SuttaCentral Voice Assistant

karl_lew · September 18, 2018, 2:58am

SuttaCentral Voice Assistant v0.2.4 is now available for evaluation. I’ve tested the site on a Chromebooks with ChromeVox on as well as off, so it should work in both sighted and assisted modes. The dark theme is permanent and reserves color for greater contrast highlighting interaction. Features and controls are minimalist to prevent cognitive overload for assisted users.

Content is currently limited to MN, SN, KN, AN as found in Github. Only MN1 is expanded, but additional expansions will be added as requested. Please be alert for mispronunciations!

Mobile support is partial. On the iPad and iPhone, audio clips will only play for about 4 minutes, so suttas will be cut short. It’s an Apple limitation. Those of you with Android phones will probably be fine. We’ll need to investigate a solution for iPad/iPhone (e.g., MP3 player app or SC-Voice app or your suggestion).

Feedback is very much welcomed. This is an early prototype with much room for growth. If you know anybody with visual impairments, please ask for their feedback. Although I can use SC-Voice with my eyes closed, that’s just one data point. We need others.

Take SC-Voice for a walk if your phone permits. Use SC-Voice when doing housework or walking meditation. Let us know how you use it and how you would like to use it.

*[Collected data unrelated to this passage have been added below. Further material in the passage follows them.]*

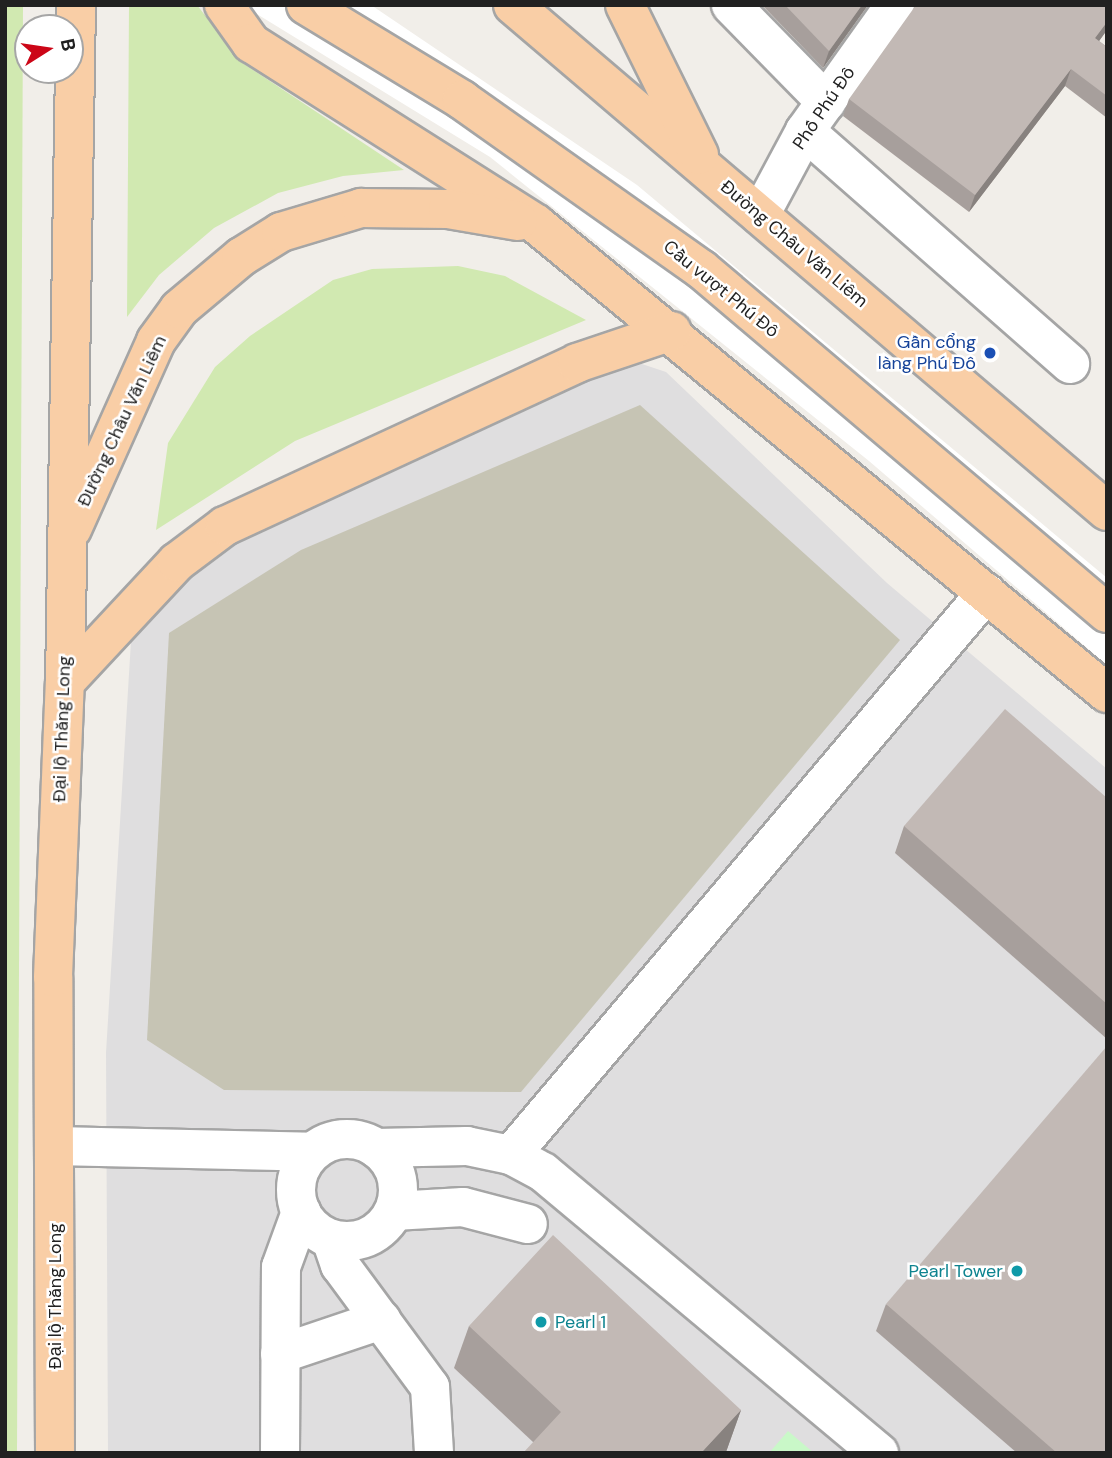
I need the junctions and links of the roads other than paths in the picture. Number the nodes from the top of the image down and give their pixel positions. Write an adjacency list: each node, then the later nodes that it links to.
1 (76, 5): 15 (main road, Đại lộ Thăng Long)
2 (224, 5): 11 (main road, Đường Châu Văn Liêm)
3 (306, 5): 17 (main road, Cầu vượt Phú Đô)
4 (513, 5): 9 (main road, Đường Châu Văn Liêm)
5 (625, 5): 9 (main road)
6 (731, 5): 8 (street)
7 (895, 5): 8 (street, Phố Phú Đô)
8 (815, 116): 10 (street, Phố Phú Đô); 13 (street)
9 (706, 170): 10 (main road, Đường Châu Văn Liêm)
10 (760, 215): 14 (main road, Đường Châu Văn Liêm)
11 (536, 224): 12 (main road, Đường Châu Văn Liêm); 15 (main road, Đường Châu Văn Liêm)
12 (672, 331): 16 (main road, Đường Châu Văn Liêm); 18 (main road)
13 (1070, 364)
14 (1107, 511)
15 (65, 544): 18 (main road, Đại lộ Thăng Long)
16 (986, 593): 19 (main road, Đường Châu Văn Liêm); 23 (street)
17 (1107, 613)
18 (65, 682): 20 (main road, Đại lộ Thăng Long)
19 (1107, 693)
20 (55, 1146): 22 (street); 30 (main road, Đại lộ Thăng Long)
21 (376, 1147): 22 (street); 23 (street); 24 (street)
22 (312, 1152): 25 (street)
23 (511, 1155): 33 (street)
24 (394, 1211): 26 (street); 27 (street)
25 (301, 1212): 27 (street); 29 (street)
26 (528, 1224)
27 (331, 1238): 28 (street)
28 (381, 1320): 29 (street); 32 (street)
29 (281, 1354): 31 (street)
30 (55, 1453)
31 (280, 1453)
32 (434, 1453)
33 (879, 1453)

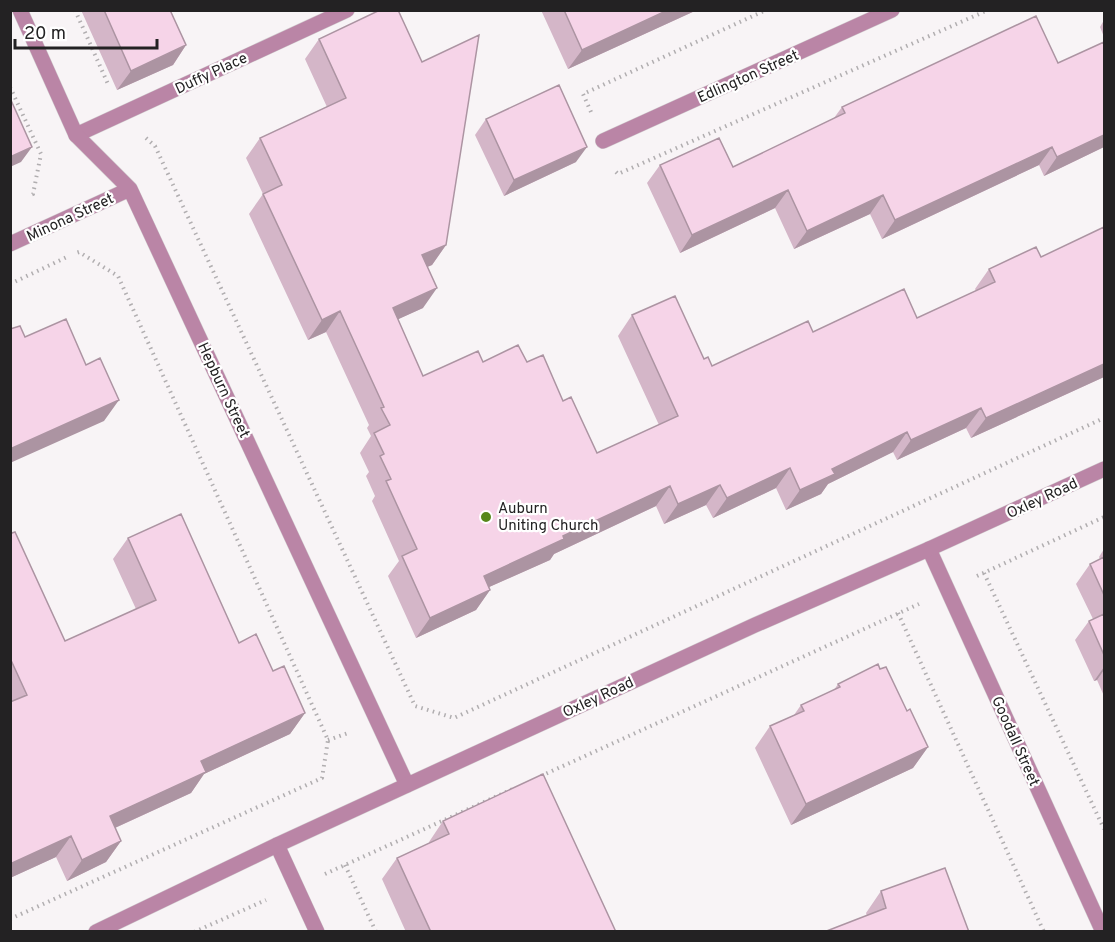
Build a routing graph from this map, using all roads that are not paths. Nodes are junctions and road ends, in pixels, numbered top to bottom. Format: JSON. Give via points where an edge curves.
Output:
{"nodes":[{"id":1,"x":20,"y":10,"type":"edge"},
{"id":2,"x":346,"y":10,"type":"edge"},
{"id":3,"x":892,"y":10,"type":"edge"},
{"id":4,"x":76,"y":135,"type":"junction"},
{"id":5,"x":603,"y":141,"type":"dead end"},
{"id":6,"x":130,"y":189,"type":"junction"},
{"id":7,"x":10,"y":244,"type":"edge"},
{"id":8,"x":1104,"y":470,"type":"edge"},
{"id":9,"x":929,"y":549,"type":"junction"},
{"id":10,"x":407,"y":785,"type":"junction"},
{"id":11,"x":278,"y":845,"type":"junction"},
{"id":12,"x":96,"y":932,"type":"edge"},
{"id":13,"x":317,"y":932,"type":"edge"},
{"id":14,"x":1103,"y":932,"type":"edge"}],
"edges":[{"from":1,"to":4,"type":"street","name":"Hepburn Street"},
{"from":2,"to":4,"type":"street","name":"Duffy Place"},
{"from":3,"to":5,"type":"street","name":"Edlington Street"},
{"from":4,"to":6,"type":"street","name":"Hepburn Street"},
{"from":6,"to":7,"type":"street","name":"Minona Street"},
{"from":6,"to":10,"type":"street","name":"Hepburn Street"},
{"from":8,"to":9,"type":"street","name":"Oxley Road"},
{"from":9,"to":10,"type":"street","name":"Oxley Road"},
{"from":9,"to":14,"type":"street","name":"Goodall Street"},
{"from":10,"to":11,"type":"street","name":"Oxley Road"},
{"from":11,"to":12,"type":"street","name":"Oxley Road"},
{"from":11,"to":13,"type":"street"}]}
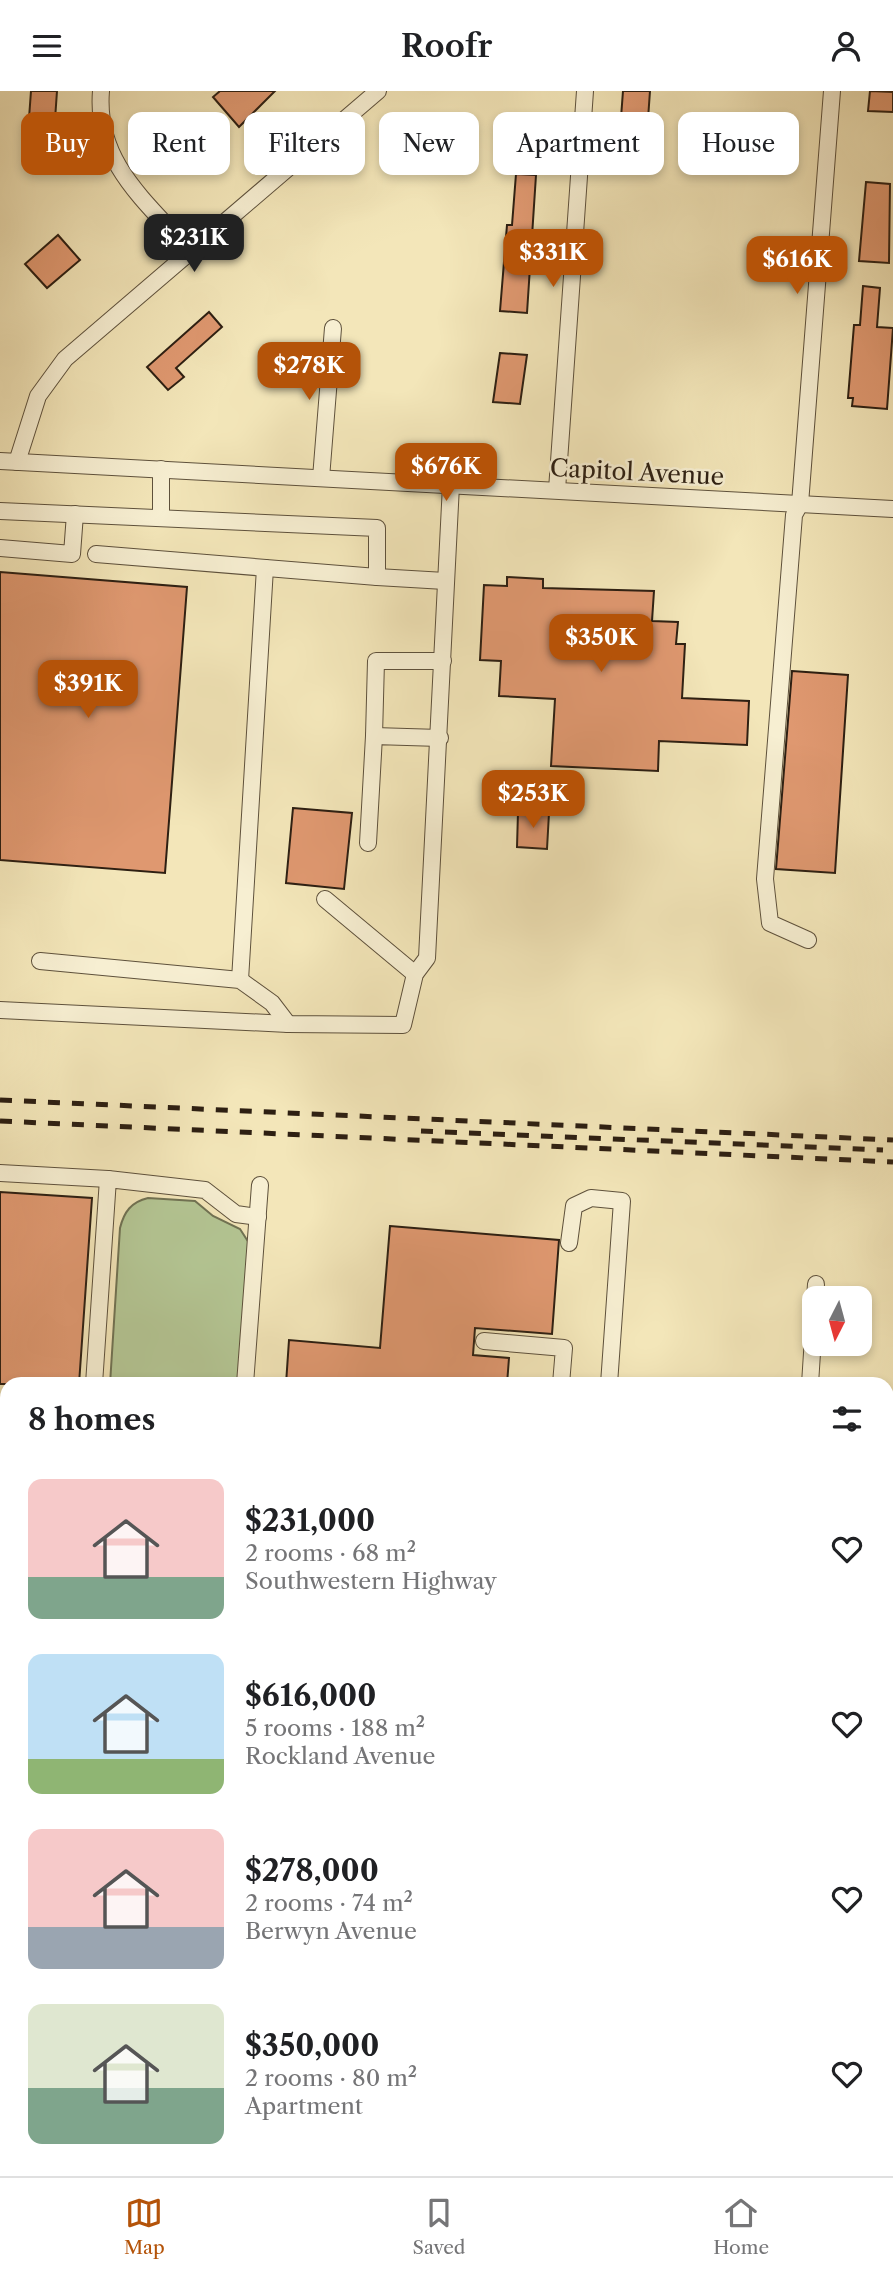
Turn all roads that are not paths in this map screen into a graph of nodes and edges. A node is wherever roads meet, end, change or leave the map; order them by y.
1 (101, 91) edge
2 (378, 91) edge
3 (585, 91) edge
4 (832, 91) edge
5 (191, 252) junction
6 (333, 328) dead end
7 (8, 461) edge
8 (161, 470) junction
9 (321, 478) junction
10 (451, 485) junction
11 (557, 490) junction
12 (800, 504) junction
13 (893, 509) edge
14 (0, 511) edge
15 (75, 514) junction
16 (160, 517) junction
17 (0, 548) edge
18 (96, 554) dead end
19 (265, 568) junction
20 (377, 577) junction
21 (446, 581) junction
22 (443, 661) junction
23 (374, 736) junction
24 (440, 738) junction
25 (368, 843) dead end
26 (325, 899) dead end
27 (808, 940) dead end
28 (40, 961) dead end
29 (415, 974) junction
30 (240, 980) junction
31 (0, 1010) edge
32 (288, 1024) junction
33 (0, 1173) edge
34 (108, 1179) junction
35 (260, 1185) dead end
36 (258, 1217) junction
37 (569, 1244) dead end
38 (484, 1341) dead end
39 (812, 1356) edge
40 (94, 1377) edge
41 (246, 1377) edge
42 (562, 1377) edge
43 (609, 1377) edge
44 (810, 1377) edge

1 - 5 street
2 - 5 street
3 - 11 street
4 - 12 street
5 - 7 street
6 - 9 street
7 - 8 street, Capitol Avenue
8 - 9 street, Capitol Avenue
8 - 16 street
9 - 10 street, Capitol Avenue
10 - 11 street, Capitol Avenue
10 - 21 street
11 - 12 street, Capitol Avenue
12 - 13 street, Capitol Avenue
12 - 27 street
14 - 15 street
15 - 16 street
15 - 17 street
16 - 20 street
18 - 19 street
19 - 20 street
19 - 30 street
20 - 21 street
21 - 22 street
22 - 23 street
22 - 24 street
23 - 24 street
23 - 25 street
24 - 29 street
26 - 29 street
28 - 30 street
29 - 32 street
30 - 32 street
31 - 32 street
33 - 34 street
34 - 36 street
34 - 40 street
35 - 36 street
36 - 41 street
37 - 43 street
38 - 42 street
39 - 44 street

p.s., Viveka and Aminah, thanks for your feedback. The 1 second pauses really help out. I’ve slowed Amy down to -30% and have corrected Brahma pronunciation.

Viveka · September 18, 2018, 7:02am

Congratulations and thank you!!!

I look forward to trying it!

Aminah · September 18, 2018, 8:03am

WOW! This is incredible!
Mighty congratulations, indeed!

Sorry, but this is just a quick fire note and in addition to giving due salutes I wanted to note a tiny ‘iron-out’ point in terms of pronunciation.

In MN41 (and therefore everywhere else I guess) “bowed” is pronounced as per rather than .

Again, thank you so much.

Gabriel_L · September 18, 2018, 12:54pm

Listening to MN118. This is awesome! Well done! Sadhu, sadhu, sadhu!
It pronounces pali much better than many people I know!
I reckon the speed it reads could be a little faster. Maybe that could be made an option?

Aminah · September 18, 2018, 1:00pm

Yep, agree on both points.

As already noted, I agree on this too.

sabbamitta · September 18, 2018, 4:12pm

Me too!!!

Don’t have much time right now to listen, but just took a sample, and find it ABSOLUTELY VERY AWESOME!!!

Aminah · September 18, 2018, 5:00pm

Hullo again,

Just a couple more notes in case of interest:

1) I don’t know if maybe (that is, I haven’t checked suitability beyond the particular point given here) it would be an idea to skip <h> tags outside of the opening hgroup div. For a reader the following from DN11 is perfectly sensible, for a listener it is slightly disjointed:

For a third time, Kevaddha made the same request,
and the Buddha said this:

1. The Demonstration of Psychic Power

“Kevaddha, there are three kinds of demonstration, which I declare having realized them with my own insight.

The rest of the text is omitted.